Mr Prater, who died from injuries sustained when metal fences fell on him as he helped set up an enclosure at the Motcombe Turnpike Showground, was employed as a farm manager by Mr and Mrs Clarke and was a close friend of Mrs Stokes, who was formerly joint master of the South and West Wiltshire Hunt.
Mr Hashman further alleges that his employers were upset by his role in the conviction of prominent huntswoman Clarissa Dickson Wright, star of the BBC's Two Fat Ladies cookery programme, who was found guilty of unlawfully participating in a hare coursing event in August 2009.
Mr Hashman had covertly filmed footage of the coursing in March 2007 as part of his activities as an undercover investigator for the International Fund for Animal Welfare, which bought the private prosecution against Miss Dickson Wright under the Hunting Act.
Mr Hashman is known to readers of the Western Gazette as the author of a weekly gardening column and several books on the subject.
A member of the Hunt Saboteurs Association since 1984, in March 2009 he was employed by Orchard Park as a garden designer and had built a demonstration vegetable garden at the centre.
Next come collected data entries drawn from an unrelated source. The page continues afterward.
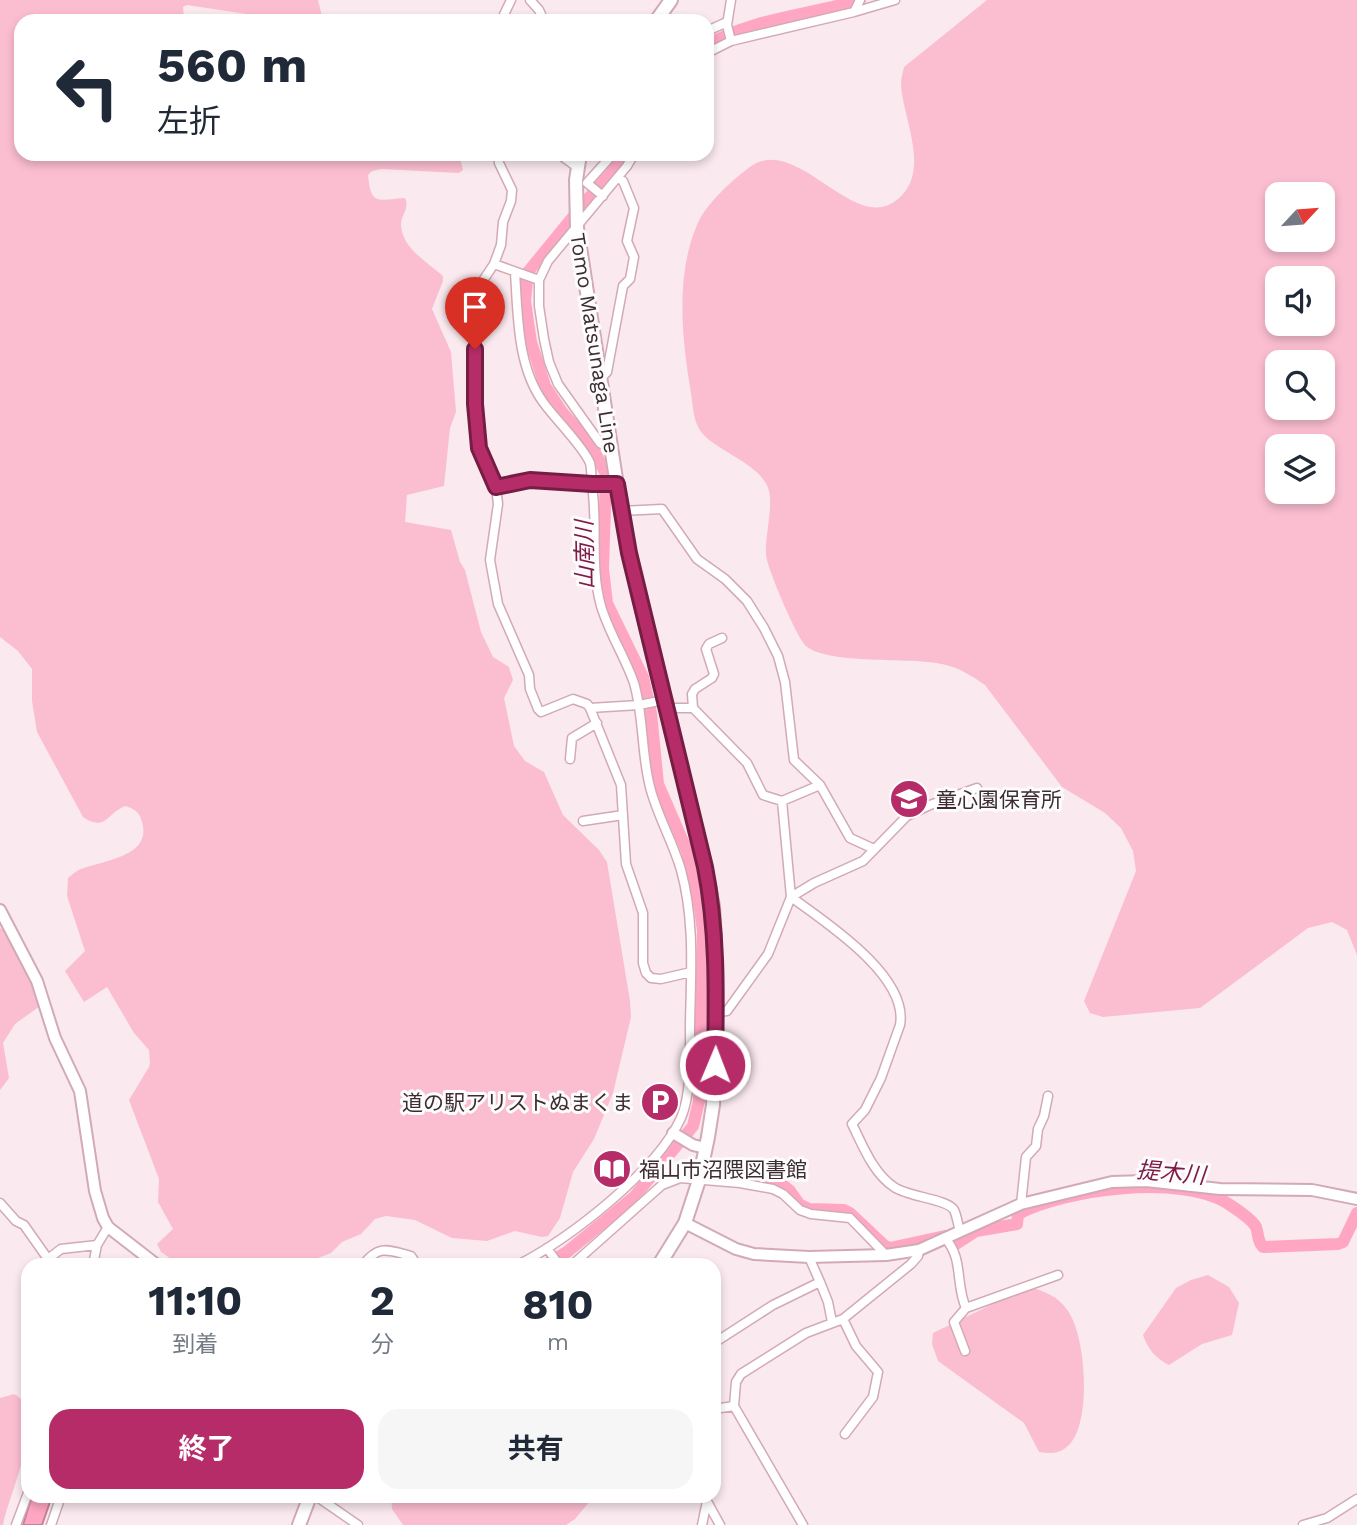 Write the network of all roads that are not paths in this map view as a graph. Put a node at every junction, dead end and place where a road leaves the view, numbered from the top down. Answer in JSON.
{"nodes":[{"id":1,"x":530,"y":0,"type":"edge"},
{"id":2,"x":732,"y":0,"type":"edge"},
{"id":3,"x":895,"y":0,"type":"edge"},
{"id":4,"x":857,"y":7,"type":"edge"},
{"id":5,"x":541,"y":14,"type":"edge"},
{"id":6,"x":727,"y":23,"type":"junction"},
{"id":7,"x":714,"y":28,"type":"edge"},
{"id":8,"x":731,"y":40,"type":"junction"},
{"id":9,"x":714,"y":49,"type":"edge"},
{"id":10,"x":499,"y":161,"type":"edge"},
{"id":11,"x":579,"y":161,"type":"edge"},
{"id":12,"x":607,"y":161,"type":"edge"},
{"id":13,"x":630,"y":161,"type":"edge"},
{"id":14,"x":618,"y":177,"type":"junction"},
{"id":15,"x":601,"y":195,"type":"junction"},
{"id":16,"x":577,"y":226,"type":"junction"},
{"id":17,"x":494,"y":264,"type":"junction"},
{"id":18,"x":517,"y":274,"type":"junction"},
{"id":19,"x":537,"y":280,"type":"junction"},
{"id":20,"x":601,"y":377,"type":"junction"},
{"id":21,"x":612,"y":450,"type":"junction"},
{"id":22,"x":594,"y":484,"type":"junction"},
{"id":23,"x":614,"y":484,"type":"junction"},
{"id":24,"x":496,"y":487,"type":"junction"},
{"id":25,"x":621,"y":511,"type":"junction"},
{"id":26,"x":722,"y":638,"type":"dead end"},
{"id":27,"x":662,"y":703,"type":"junction"},
{"id":28,"x":641,"y":705,"type":"junction"},
{"id":29,"x":590,"y":708,"type":"junction"},
{"id":30,"x":693,"y":708,"type":"junction"},
{"id":31,"x":597,"y":723,"type":"junction"},
{"id":32,"x":570,"y":759,"type":"dead end"},
{"id":33,"x":820,"y":785,"type":"junction"},
{"id":34,"x":976,"y":788,"type":"dead end"},
{"id":35,"x":782,"y":801,"type":"junction"},
{"id":36,"x":623,"y":815,"type":"junction"},
{"id":37,"x":583,"y":821,"type":"dead end"},
{"id":38,"x":874,"y":849,"type":"junction"},
{"id":39,"x":791,"y":897,"type":"junction"},
{"id":40,"x":0,"y":910,"type":"edge"},
{"id":41,"x":691,"y":972,"type":"junction"},
{"id":42,"x":716,"y":1012,"type":"junction"},
{"id":43,"x":1048,"y":1096,"type":"dead end"},
{"id":44,"x":675,"y":1134,"type":"junction"},
{"id":45,"x":699,"y":1146,"type":"junction"},
{"id":46,"x":699,"y":1180,"type":"junction"},
{"id":47,"x":1357,"y":1199,"type":"edge"},
{"id":48,"x":0,"y":1203,"type":"edge"},
{"id":49,"x":1021,"y":1204,"type":"junction"},
{"id":50,"x":685,"y":1223,"type":"junction"},
{"id":51,"x":108,"y":1227,"type":"junction"},
{"id":52,"x":960,"y":1231,"type":"junction"},
{"id":53,"x":945,"y":1238,"type":"junction"},
{"id":54,"x":97,"y":1245,"type":"junction"},
{"id":55,"x":548,"y":1250,"type":"junction"},
{"id":56,"x":919,"y":1250,"type":"junction"},
{"id":57,"x":887,"y":1255,"type":"junction"},
{"id":58,"x":809,"y":1257,"type":"junction"},
{"id":59,"x":47,"y":1258,"type":"edge"},
{"id":60,"x":49,"y":1258,"type":"edge"},
{"id":61,"x":94,"y":1258,"type":"edge"},
{"id":62,"x":149,"y":1258,"type":"edge"},
{"id":63,"x":368,"y":1258,"type":"edge"},
{"id":64,"x":412,"y":1258,"type":"edge"},
{"id":65,"x":532,"y":1258,"type":"edge"},
{"id":66,"x":554,"y":1258,"type":"edge"},
{"id":67,"x":580,"y":1258,"type":"edge"},
{"id":68,"x":663,"y":1258,"type":"edge"},
{"id":69,"x":1058,"y":1275,"type":"dead end"},
{"id":70,"x":820,"y":1282,"type":"junction"},
{"id":71,"x":966,"y":1308,"type":"junction"},
{"id":72,"x":843,"y":1319,"type":"junction"},
{"id":73,"x":831,"y":1322,"type":"junction"},
{"id":74,"x":721,"y":1339,"type":"edge"},
{"id":75,"x":965,"y":1350,"type":"dead end"},
{"id":76,"x":734,"y":1406,"type":"junction"},
{"id":77,"x":721,"y":1408,"type":"edge"},
{"id":78,"x":845,"y":1434,"type":"dead end"},
{"id":79,"x":1357,"y":1499,"type":"edge"},
{"id":80,"x":24,"y":1503,"type":"edge"},
{"id":81,"x":59,"y":1503,"type":"edge"},
{"id":82,"x":307,"y":1503,"type":"edge"},
{"id":83,"x":326,"y":1503,"type":"edge"},
{"id":84,"x":705,"y":1503,"type":"edge"},
{"id":85,"x":707,"y":1503,"type":"edge"},
{"id":86,"x":16,"y":1525,"type":"edge"},
{"id":87,"x":51,"y":1525,"type":"edge"},
{"id":88,"x":299,"y":1525,"type":"edge"},
{"id":89,"x":358,"y":1525,"type":"edge"},
{"id":90,"x":702,"y":1525,"type":"edge"},
{"id":91,"x":720,"y":1525,"type":"edge"},
{"id":92,"x":803,"y":1525,"type":"edge"},
{"id":93,"x":1303,"y":1525,"type":"edge"}],
"edges":[{"from":1,"to":5,"type":"street"},
{"from":2,"to":6,"type":"street"},
{"from":3,"to":4,"type":"street"},
{"from":4,"to":8,"type":"street"},
{"from":6,"to":7,"type":"street"},
{"from":6,"to":8,"type":"street"},
{"from":8,"to":9,"type":"street"},
{"from":10,"to":17,"type":"street"},
{"from":11,"to":16,"type":"main road","name":"Tomo Matsunaga Line"},
{"from":12,"to":15,"type":"street"},
{"from":13,"to":14,"type":"street"},
{"from":14,"to":15,"type":"street"},
{"from":14,"to":20,"type":"street"},
{"from":15,"to":16,"type":"street"},
{"from":16,"to":19,"type":"street"},
{"from":16,"to":20,"type":"main road","name":"Tomo Matsunaga Line"},
{"from":17,"to":18,"type":"street"},
{"from":17,"to":24,"type":"street"},
{"from":18,"to":19,"type":"street"},
{"from":18,"to":22,"type":"street"},
{"from":19,"to":21,"type":"street"},
{"from":20,"to":21,"type":"main road","name":"Tomo Matsunaga Line"},
{"from":21,"to":23,"type":"main road","name":"Tomo Matsunaga Line"},
{"from":22,"to":23,"type":"street"},
{"from":22,"to":24,"type":"street"},
{"from":22,"to":28,"type":"street"},
{"from":23,"to":25,"type":"main road","name":"Tomo Matsunaga Line"},
{"from":24,"to":29,"type":"street"},
{"from":25,"to":27,"type":"main road","name":"Tomo Matsunaga Line"},
{"from":25,"to":33,"type":"street"},
{"from":26,"to":30,"type":"street"},
{"from":27,"to":28,"type":"street"},
{"from":27,"to":30,"type":"street"},
{"from":27,"to":42,"type":"main road","name":"Tomo Matsunaga Line"},
{"from":28,"to":29,"type":"street"},
{"from":28,"to":41,"type":"street"},
{"from":29,"to":31,"type":"street"},
{"from":30,"to":35,"type":"street"},
{"from":31,"to":32,"type":"street"},
{"from":31,"to":36,"type":"street"},
{"from":33,"to":35,"type":"street"},
{"from":33,"to":38,"type":"street"},
{"from":34,"to":38,"type":"street"},
{"from":35,"to":39,"type":"street"},
{"from":36,"to":37,"type":"street"},
{"from":36,"to":41,"type":"street"},
{"from":38,"to":39,"type":"street"},
{"from":39,"to":42,"type":"street"},
{"from":39,"to":52,"type":"street"},
{"from":40,"to":51,"type":"street"},
{"from":41,"to":44,"type":"street"},
{"from":42,"to":45,"type":"main road","name":"Tomo Matsunaga Line"},
{"from":43,"to":49,"type":"street"},
{"from":44,"to":45,"type":"street"},
{"from":44,"to":55,"type":"street"},
{"from":45,"to":46,"type":"main road","name":"Tomo Matsunaga Line"},
{"from":46,"to":50,"type":"main road","name":"Tomo Matsunaga Line"},
{"from":46,"to":57,"type":"street"},
{"from":46,"to":67,"type":"street"},
{"from":47,"to":49,"type":"street"},
{"from":48,"to":59,"type":"street"},
{"from":49,"to":52,"type":"street"},
{"from":50,"to":58,"type":"street"},
{"from":50,"to":68,"type":"main road","name":"Tomo Matsunaga Line"},
{"from":51,"to":54,"type":"street"},
{"from":51,"to":62,"type":"street"},
{"from":52,"to":53,"type":"street"},
{"from":53,"to":56,"type":"street"},
{"from":53,"to":71,"type":"street"},
{"from":54,"to":60,"type":"street"},
{"from":54,"to":61,"type":"street"},
{"from":55,"to":65,"type":"street"},
{"from":55,"to":66,"type":"street"},
{"from":56,"to":57,"type":"street"},
{"from":56,"to":72,"type":"street"},
{"from":57,"to":58,"type":"street"},
{"from":58,"to":70,"type":"street"},
{"from":63,"to":64,"type":"street"},
{"from":69,"to":71,"type":"street"},
{"from":70,"to":73,"type":"street"},
{"from":70,"to":74,"type":"street"},
{"from":71,"to":75,"type":"street"},
{"from":72,"to":73,"type":"street"},
{"from":72,"to":78,"type":"street"},
{"from":73,"to":76,"type":"street"},
{"from":76,"to":77,"type":"street"},
{"from":76,"to":92,"type":"street"},
{"from":79,"to":93,"type":"street"},
{"from":80,"to":86,"type":"street"},
{"from":81,"to":87,"type":"street"},
{"from":82,"to":88,"type":"main road"},
{"from":83,"to":89,"type":"street"},
{"from":84,"to":90,"type":"street"},
{"from":85,"to":91,"type":"street"}]}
He was sacked the day before the funeral of Mr Prater.
Shah Qureshi, Mr Hashman's lawyer, said there had been no indication prior to his client's dismissal that his employers were dissatisfied with his work.
Mr Hashman claims that his strong commitment to anti-hunt causes, environmentalism, animal rights and veganism constitute a philosophical belief and should therefore enjoy the protection of the Employment Equality (Religion and Belief) Regulations 2003.
Mr Hashman said: "I am really sad that it has come to this and that it has affected a lot of personal relationships, but I am just sticking up for my rights."
The case is due to be heard at an employment tribunal in Southampton in January. Orchard Park denies the allegations and claims Mr Hashman was let go because his vegetable plot at the centre was financially unviable.